The Stockholm-based company said it expects its initial public offering (IPO) to be completed within the year "depending on market conditions".

Company CEO Jacob de Geer said on Tuesday that the IPO entry, which has already been approved by the Nasdaq Stockholm stock exchange, would help iZettle grow across the board. 

"The IPO will provide us with improved access to capital markets to facilitate our continued growth and help us strengthen our profile with merchants, key business partners and in the fierce competition for talent," he said in a statement.

The portable payment company, founded in 2010, developed the first credit card chip-reader that connects directly to mobile phones and tablets.
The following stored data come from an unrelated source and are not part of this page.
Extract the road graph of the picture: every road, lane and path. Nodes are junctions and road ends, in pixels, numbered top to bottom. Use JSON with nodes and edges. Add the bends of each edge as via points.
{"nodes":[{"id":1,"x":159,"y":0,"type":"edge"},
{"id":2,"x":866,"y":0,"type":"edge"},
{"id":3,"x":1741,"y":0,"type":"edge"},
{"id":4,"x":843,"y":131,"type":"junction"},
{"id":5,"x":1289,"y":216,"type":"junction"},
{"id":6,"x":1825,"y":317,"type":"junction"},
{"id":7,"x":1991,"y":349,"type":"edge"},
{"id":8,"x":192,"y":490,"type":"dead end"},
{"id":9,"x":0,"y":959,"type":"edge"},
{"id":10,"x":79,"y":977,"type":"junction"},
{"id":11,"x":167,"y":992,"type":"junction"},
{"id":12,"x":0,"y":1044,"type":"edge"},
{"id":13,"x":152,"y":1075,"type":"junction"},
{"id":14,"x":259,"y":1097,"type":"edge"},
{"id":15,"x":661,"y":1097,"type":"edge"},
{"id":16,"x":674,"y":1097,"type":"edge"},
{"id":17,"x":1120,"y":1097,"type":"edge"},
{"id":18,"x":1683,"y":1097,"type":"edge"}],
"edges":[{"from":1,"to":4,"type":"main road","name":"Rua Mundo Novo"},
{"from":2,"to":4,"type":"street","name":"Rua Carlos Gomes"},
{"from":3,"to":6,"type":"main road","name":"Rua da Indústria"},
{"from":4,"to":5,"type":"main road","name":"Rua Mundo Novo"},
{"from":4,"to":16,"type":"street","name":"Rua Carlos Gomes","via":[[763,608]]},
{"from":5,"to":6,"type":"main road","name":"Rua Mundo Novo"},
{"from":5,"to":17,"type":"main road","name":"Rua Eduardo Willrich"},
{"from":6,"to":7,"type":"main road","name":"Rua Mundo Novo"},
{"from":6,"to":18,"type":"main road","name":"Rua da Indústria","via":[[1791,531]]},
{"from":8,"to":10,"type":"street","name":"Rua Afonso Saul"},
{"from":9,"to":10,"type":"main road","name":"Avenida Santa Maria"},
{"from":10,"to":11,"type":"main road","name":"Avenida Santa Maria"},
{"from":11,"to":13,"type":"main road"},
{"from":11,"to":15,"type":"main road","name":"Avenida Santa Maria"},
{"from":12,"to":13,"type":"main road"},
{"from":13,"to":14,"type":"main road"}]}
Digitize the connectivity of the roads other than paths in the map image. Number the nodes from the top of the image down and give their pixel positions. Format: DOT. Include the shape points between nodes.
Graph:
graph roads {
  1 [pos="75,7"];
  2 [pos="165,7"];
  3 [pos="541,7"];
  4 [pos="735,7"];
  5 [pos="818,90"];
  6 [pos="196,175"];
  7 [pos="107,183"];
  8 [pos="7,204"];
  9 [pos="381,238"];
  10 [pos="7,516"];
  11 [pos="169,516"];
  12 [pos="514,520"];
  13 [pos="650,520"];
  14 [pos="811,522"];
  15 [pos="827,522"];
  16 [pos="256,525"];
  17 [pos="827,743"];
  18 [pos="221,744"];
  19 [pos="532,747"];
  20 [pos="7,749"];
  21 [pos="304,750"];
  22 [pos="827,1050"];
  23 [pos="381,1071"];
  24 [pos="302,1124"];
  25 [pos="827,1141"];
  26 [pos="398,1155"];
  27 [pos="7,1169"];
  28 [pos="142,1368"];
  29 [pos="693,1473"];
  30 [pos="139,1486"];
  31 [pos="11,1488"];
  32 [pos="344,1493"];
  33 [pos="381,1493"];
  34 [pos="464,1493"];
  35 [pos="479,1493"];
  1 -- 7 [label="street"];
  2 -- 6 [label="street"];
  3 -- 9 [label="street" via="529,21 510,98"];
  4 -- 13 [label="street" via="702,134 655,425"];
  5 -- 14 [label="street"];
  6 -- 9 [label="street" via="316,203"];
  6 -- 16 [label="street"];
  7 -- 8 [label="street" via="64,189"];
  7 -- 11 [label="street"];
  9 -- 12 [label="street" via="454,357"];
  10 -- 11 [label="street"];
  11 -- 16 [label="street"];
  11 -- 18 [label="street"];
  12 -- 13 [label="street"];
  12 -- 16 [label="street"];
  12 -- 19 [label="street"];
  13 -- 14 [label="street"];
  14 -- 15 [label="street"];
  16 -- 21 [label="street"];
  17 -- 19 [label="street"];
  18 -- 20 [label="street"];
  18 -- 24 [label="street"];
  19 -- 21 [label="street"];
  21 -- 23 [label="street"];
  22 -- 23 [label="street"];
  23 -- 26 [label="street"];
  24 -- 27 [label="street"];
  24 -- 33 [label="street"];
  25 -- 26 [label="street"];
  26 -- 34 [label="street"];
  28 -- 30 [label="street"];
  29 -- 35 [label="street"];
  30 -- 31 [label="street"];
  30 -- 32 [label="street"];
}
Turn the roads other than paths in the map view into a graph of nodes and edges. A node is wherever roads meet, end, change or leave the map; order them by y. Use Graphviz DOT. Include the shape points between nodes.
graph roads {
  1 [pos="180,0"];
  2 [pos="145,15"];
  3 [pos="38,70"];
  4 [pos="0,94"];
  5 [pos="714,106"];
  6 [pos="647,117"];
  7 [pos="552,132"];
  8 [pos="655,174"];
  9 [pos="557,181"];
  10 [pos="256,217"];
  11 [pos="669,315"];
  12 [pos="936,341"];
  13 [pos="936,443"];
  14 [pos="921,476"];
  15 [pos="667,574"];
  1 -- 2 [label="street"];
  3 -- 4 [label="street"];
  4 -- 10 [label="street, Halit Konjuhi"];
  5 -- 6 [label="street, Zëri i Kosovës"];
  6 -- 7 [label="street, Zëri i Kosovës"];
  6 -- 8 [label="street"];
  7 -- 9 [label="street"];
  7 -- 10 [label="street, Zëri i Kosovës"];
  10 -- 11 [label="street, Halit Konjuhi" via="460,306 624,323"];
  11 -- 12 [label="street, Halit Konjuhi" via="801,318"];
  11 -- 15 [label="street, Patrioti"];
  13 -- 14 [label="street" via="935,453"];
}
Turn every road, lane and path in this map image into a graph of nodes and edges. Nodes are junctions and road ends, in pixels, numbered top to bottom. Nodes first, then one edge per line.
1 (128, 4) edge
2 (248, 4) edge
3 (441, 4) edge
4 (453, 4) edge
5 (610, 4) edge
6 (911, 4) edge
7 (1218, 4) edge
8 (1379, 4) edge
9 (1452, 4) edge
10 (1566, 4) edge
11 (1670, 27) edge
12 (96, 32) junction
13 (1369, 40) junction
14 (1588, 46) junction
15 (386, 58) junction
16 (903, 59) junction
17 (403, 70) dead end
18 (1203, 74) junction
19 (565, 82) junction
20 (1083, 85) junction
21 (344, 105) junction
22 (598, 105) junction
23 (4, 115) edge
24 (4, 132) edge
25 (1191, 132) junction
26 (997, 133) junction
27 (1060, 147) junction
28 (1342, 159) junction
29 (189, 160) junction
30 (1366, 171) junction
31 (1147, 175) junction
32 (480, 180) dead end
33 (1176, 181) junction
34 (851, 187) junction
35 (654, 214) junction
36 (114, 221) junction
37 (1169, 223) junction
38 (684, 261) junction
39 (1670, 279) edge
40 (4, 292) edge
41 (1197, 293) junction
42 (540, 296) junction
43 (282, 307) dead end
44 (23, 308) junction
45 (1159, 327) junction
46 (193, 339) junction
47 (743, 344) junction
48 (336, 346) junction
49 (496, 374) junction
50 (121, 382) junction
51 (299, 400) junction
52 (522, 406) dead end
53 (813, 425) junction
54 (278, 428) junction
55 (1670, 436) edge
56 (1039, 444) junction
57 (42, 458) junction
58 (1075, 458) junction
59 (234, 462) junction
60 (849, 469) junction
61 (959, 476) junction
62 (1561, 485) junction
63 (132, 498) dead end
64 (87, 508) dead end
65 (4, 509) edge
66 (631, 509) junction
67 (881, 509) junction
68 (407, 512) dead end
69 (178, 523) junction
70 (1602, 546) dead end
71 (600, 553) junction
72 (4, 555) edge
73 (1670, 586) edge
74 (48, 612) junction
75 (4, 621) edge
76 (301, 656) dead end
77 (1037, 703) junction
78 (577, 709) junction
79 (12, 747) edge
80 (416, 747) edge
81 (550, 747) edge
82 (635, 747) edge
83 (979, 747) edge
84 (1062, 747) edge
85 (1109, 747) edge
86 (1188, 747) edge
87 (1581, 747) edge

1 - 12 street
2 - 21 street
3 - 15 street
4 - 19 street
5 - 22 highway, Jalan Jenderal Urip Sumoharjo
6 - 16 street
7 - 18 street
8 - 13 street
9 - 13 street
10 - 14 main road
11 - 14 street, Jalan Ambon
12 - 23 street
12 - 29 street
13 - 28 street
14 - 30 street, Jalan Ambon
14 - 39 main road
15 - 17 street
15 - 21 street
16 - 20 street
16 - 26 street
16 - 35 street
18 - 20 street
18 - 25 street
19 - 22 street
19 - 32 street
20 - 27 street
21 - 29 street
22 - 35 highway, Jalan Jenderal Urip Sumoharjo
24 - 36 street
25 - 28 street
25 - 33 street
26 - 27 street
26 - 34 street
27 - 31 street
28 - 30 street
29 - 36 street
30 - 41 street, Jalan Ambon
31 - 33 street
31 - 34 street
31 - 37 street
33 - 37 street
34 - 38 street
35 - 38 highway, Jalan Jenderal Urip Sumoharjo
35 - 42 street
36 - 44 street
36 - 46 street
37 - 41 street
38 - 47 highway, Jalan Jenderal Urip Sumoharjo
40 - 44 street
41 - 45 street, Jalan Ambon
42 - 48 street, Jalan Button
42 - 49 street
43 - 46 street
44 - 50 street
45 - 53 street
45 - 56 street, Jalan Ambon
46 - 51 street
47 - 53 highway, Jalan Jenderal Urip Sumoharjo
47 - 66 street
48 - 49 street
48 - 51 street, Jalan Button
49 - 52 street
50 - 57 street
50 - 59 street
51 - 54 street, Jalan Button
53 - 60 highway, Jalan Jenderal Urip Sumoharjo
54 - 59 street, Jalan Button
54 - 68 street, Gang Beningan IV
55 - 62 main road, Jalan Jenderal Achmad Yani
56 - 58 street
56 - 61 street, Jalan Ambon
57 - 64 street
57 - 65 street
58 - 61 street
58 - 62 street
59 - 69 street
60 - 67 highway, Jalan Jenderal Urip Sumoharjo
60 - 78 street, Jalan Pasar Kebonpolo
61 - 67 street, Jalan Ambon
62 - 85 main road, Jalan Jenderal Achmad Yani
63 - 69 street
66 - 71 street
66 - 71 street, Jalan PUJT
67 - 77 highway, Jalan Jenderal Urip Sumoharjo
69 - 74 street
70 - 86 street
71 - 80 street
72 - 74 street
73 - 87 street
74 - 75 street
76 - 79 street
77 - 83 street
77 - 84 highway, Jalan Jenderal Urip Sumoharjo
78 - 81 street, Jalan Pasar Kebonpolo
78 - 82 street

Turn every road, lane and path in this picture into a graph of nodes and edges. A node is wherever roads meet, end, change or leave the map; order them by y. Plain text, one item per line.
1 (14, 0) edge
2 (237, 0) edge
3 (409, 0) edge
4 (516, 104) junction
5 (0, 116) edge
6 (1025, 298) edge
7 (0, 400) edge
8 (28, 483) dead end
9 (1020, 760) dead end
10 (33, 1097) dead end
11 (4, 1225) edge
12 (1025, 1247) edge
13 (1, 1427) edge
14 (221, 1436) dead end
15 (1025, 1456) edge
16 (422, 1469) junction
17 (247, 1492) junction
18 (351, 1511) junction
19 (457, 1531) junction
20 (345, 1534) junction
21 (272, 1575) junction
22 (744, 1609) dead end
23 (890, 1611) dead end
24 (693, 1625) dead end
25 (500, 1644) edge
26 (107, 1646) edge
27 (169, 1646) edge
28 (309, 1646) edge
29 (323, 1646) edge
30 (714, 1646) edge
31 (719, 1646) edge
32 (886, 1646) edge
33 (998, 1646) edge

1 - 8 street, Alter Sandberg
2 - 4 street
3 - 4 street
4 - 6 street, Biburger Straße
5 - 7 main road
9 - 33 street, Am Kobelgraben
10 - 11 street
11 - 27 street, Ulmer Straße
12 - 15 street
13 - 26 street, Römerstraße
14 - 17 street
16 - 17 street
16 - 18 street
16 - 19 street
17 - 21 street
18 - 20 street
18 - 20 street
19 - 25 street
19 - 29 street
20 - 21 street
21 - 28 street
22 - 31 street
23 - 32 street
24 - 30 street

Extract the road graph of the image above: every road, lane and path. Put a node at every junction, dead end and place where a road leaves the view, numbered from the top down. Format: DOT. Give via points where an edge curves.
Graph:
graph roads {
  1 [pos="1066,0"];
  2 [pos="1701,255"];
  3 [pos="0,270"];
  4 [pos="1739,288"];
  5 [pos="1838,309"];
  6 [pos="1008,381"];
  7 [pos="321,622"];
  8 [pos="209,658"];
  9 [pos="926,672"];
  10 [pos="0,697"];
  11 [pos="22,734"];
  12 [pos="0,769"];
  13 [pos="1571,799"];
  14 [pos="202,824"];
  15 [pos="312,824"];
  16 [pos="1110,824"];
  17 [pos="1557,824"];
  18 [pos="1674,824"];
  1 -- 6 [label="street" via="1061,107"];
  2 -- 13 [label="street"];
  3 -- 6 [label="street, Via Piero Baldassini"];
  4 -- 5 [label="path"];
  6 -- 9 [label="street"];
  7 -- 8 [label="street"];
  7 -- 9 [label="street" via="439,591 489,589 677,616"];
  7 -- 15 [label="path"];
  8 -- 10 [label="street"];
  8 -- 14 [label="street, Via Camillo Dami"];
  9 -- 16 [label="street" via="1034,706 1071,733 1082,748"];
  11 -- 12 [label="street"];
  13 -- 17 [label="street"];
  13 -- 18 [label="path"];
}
The product was designed to help small businesses avoid the cost of till-based systems provided by banks.

iZettle is hoping the stock exchange move will help it to compete across its international markets, with the Swedish company already established across the Nordics, but also in Mexico, Brazil, Spain, and the UK – where it faces stiff competition from Square. 

And iZettle is no stranger to big investments, pulling in 30 million euros in debt funding from the European Investment Bank in September. 

The loan was to support iZettle's research in four areas, the bank said at the time: "development of next generation payments infrastructure, insights and actions through machine learning and artificial intelligence, digitalization of commercial processes, and scaling of legislative and compliance systems".

In 2017, iZettle recorded a 50 percent growth in sales and it hopes to grow 40 percent year-on-year going forward. And while it operated on a loss of 232 million kronor in 2107, it aims to be profitable within two years.